Bolsonaro segue na UTI e apresenta "uma leve anemia", diz hospital

Quadro de saúde do candidato à Presidência continua em evolução; circulação do intestino para o fígado está preservada 

Bolsonaro apresenta "uma leve anemia"

Bolsonaro apresenta "uma leve anemia"

Fabio Motta/Estadão

O quadro de saúde do candidato à Presidência Jair Bolsonaro (PSL) "continua em evolução", de acordo com o boletim médico divulgado pelo Hospital Israelita Albert Einstein na tarde deste domingo (9).

Ainda segundo o comunicado, o candidato apresenta "uma leve anemia, em decorrência do sangramento inicial, secundário ao trauma."

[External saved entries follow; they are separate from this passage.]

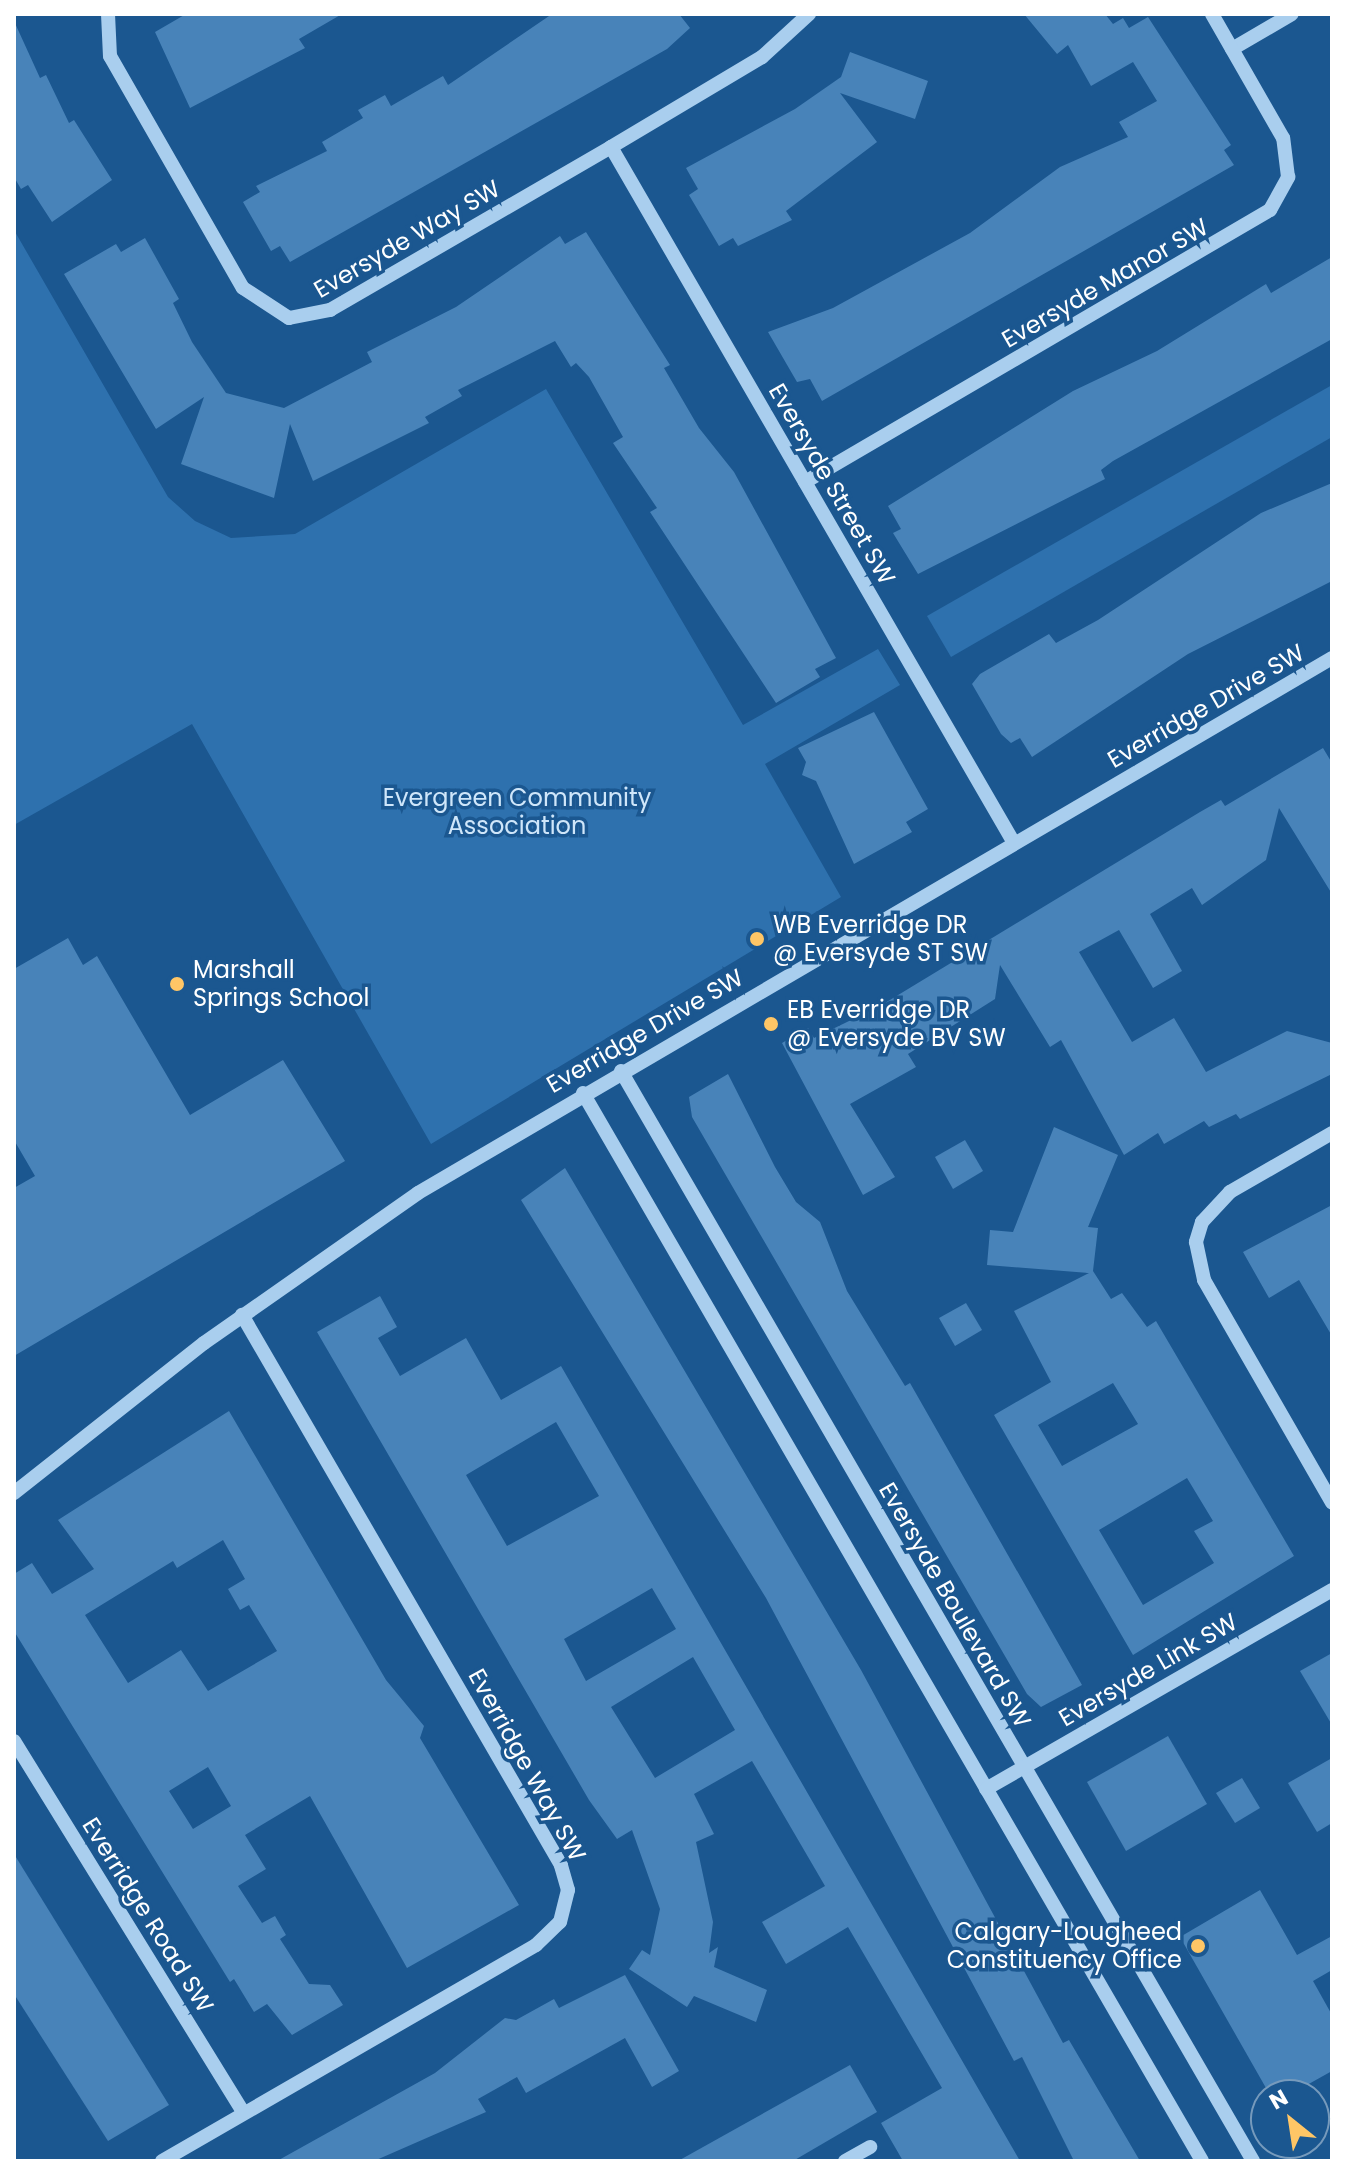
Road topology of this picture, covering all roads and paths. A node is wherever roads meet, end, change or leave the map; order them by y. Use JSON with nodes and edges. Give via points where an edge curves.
{"nodes":[{"id":1,"x":108,"y":14,"type":"edge"},
{"id":2,"x":809,"y":14,"type":"edge"},
{"id":3,"x":1212,"y":14,"type":"edge"},
{"id":4,"x":1292,"y":14,"type":"edge"},
{"id":5,"x":1232,"y":49,"type":"junction"},
{"id":6,"x":611,"y":147,"type":"junction"},
{"id":7,"x":805,"y":482,"type":"junction"},
{"id":8,"x":1331,"y":660,"type":"edge"},
{"id":9,"x":1014,"y":843,"type":"junction"},
{"id":10,"x":621,"y":1071,"type":"junction"},
{"id":11,"x":583,"y":1093,"type":"junction"},
{"id":12,"x":1332,"y":1133,"type":"edge"},
{"id":13,"x":242,"y":1315,"type":"junction"},
{"id":14,"x":14,"y":1493,"type":"edge"},
{"id":15,"x":1332,"y":1503,"type":"edge"},
{"id":16,"x":1332,"y":1590,"type":"edge"},
{"id":17,"x":14,"y":1741,"type":"edge"},
{"id":18,"x":1024,"y":1768,"type":"junction"},
{"id":19,"x":986,"y":1789,"type":"junction"},
{"id":20,"x":244,"y":2113,"type":"junction"},
{"id":21,"x":870,"y":2147,"type":"dead end"},
{"id":22,"x":162,"y":2161,"type":"edge"},
{"id":23,"x":845,"y":2161,"type":"edge"},
{"id":24,"x":1202,"y":2161,"type":"edge"},
{"id":25,"x":1253,"y":2161,"type":"edge"}],
"edges":[{"from":1,"to":6,"type":"street","name":"Eversyde Way SW","via":[[110,56],[243,288],[289,318],[330,310]]},
{"from":2,"to":6,"type":"street","name":"Eversyde Way SW","via":[[762,57]]},
{"from":3,"to":5,"type":"street"},
{"from":4,"to":5,"type":"street"},
{"from":5,"to":7,"type":"street","name":"Eversyde Manor SW","via":[[1283,138],[1288,177],[1270,210]]},
{"from":6,"to":7,"type":"street","name":"Eversyde Street SW"},
{"from":7,"to":9,"type":"street","name":"Eversyde Street SW"},
{"from":8,"to":9,"type":"street","name":"Everridge Drive SW"},
{"from":9,"to":10,"type":"street","name":"Everridge Drive SW"},
{"from":10,"to":11,"type":"street","name":"Everridge Drive SW"},
{"from":10,"to":18,"type":"street","name":"Eversyde Boulevard SW"},
{"from":11,"to":13,"type":"street","name":"Everridge Drive SW","via":[[418,1193]]},
{"from":11,"to":19,"type":"street"},
{"from":12,"to":15,"type":"street","via":[[1230,1192],[1202,1222],[1196,1242],[1204,1280]]},
{"from":13,"to":14,"type":"street","name":"Everridge Drive SW"},
{"from":13,"to":20,"type":"street","name":"Everridge Way SW","via":[[561,1865],[568,1890],[560,1922],[536,1945]]},
{"from":16,"to":18,"type":"street","name":"Eversyde Link SW"},
{"from":17,"to":20,"type":"street","name":"Everridge Road SW"},
{"from":18,"to":19,"type":"street","name":"Eversyde Link SW"},
{"from":18,"to":25,"type":"street","name":"Eversyde Boulevard SW"},
{"from":19,"to":24,"type":"street"},
{"from":20,"to":22,"type":"street","name":"Everridge Way SW"},
{"from":21,"to":23,"type":"street"}]}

Confira o boletim na íntegra:

"São Paulo, 09 de setembro de 2018.

O quadro de saúde do candidato à Presidência da República, Jair Bolsonaro, internado no Hospital Israelita Albert Einstein, continua em evolução. A circulação do intestino para o fígado está preservada. A paralisia intestinal decorrente do grande trauma mostra sinais de que está em regressão, ou seja, é possível que, nos próximos dias, a função intestinal se normalize e o paciente passe a ingerir alimentos por via oral.

Persistem os cuidados de fisioterapia, incluindo caminhadas e exercícios diários, sem apresentar dor.

Nos exames laboratoriais ainda existe uma leve anemia, em decorrência do sangramento inicial, secundário ao trauma."

Bolsonaro foi internado no hospital na manhã de sexta-feira (7), depois de passar por uma cirurgia de emergência na Santa Casa de Juiz de Fora (MG).

O boletim médico anterior, divulgado na noite de sábado (8), informava que o candidato havia caminhado pelo quarto durante cinco minutos com ajuda de um médico e um enfermeiro. 

Bolsonaro também foi colocado em uma poltrona na manhã de sábado, em que permaneceu por 30 minutos.

Ataque contra Bolsonaro

Bolsonaro foi atingido por uma facada no abdômen na tarde de quinta-feira (6), quando era carregado nos ombros por seus apoiadores no centro de Juiz de Fora (MG).

Ele foi rapidamente levado por seguranças e membros da equipe de campanha à Santa Casa de Misericórdia de Juiz de Fora, onde chegou em estado de choque, com pressão baixa e intensa hemorragia (perdeu cerca de 2,5 litros de sangue).

Bolsonaro foi submetido a uma cirurgia de urgência, que durou aproximadamente duas horas.

De acordo com Borsato, o procedimento cirúrgico constatou uma "hemorragia volumosa" em razão do rompimento da artéria mesentérica superior, que foi suturada, controlando a perda de sangue.

Os médicos também identificaram três perfurações no intestino delgado, que foram costuradas. A equipe se deparou então com "uma lesão grave no intestino grosso, no cólon transverso, grande, extensa, com contaminação de fezes na cavidade interna", disse Borsato.

Para essa lesão, os médicos decidiram realizar uma "colostomia em caráter temporário", quando uma bolsa plástica é adaptada à pele para coletar gases e fezes. Uma nova cirurgia deverá ser feita para retirar a bolsa. Não há prazo para isso acontecer, mas a estimativa é que o candidato carregue a bolsa de dois a três meses.

O agressor de Bolsonaro, Adélio Bispo de Oliveira, de 40 anos, foi transferido para um presídio federal no Mato Grosso do Sul. Escoltado por policiais federais, Adélio passou a noite em um centro de detenção provisória em Juiz de Fora. A polícia investiga se ele agiu sozinho ou teve ajuda de outras pessoas.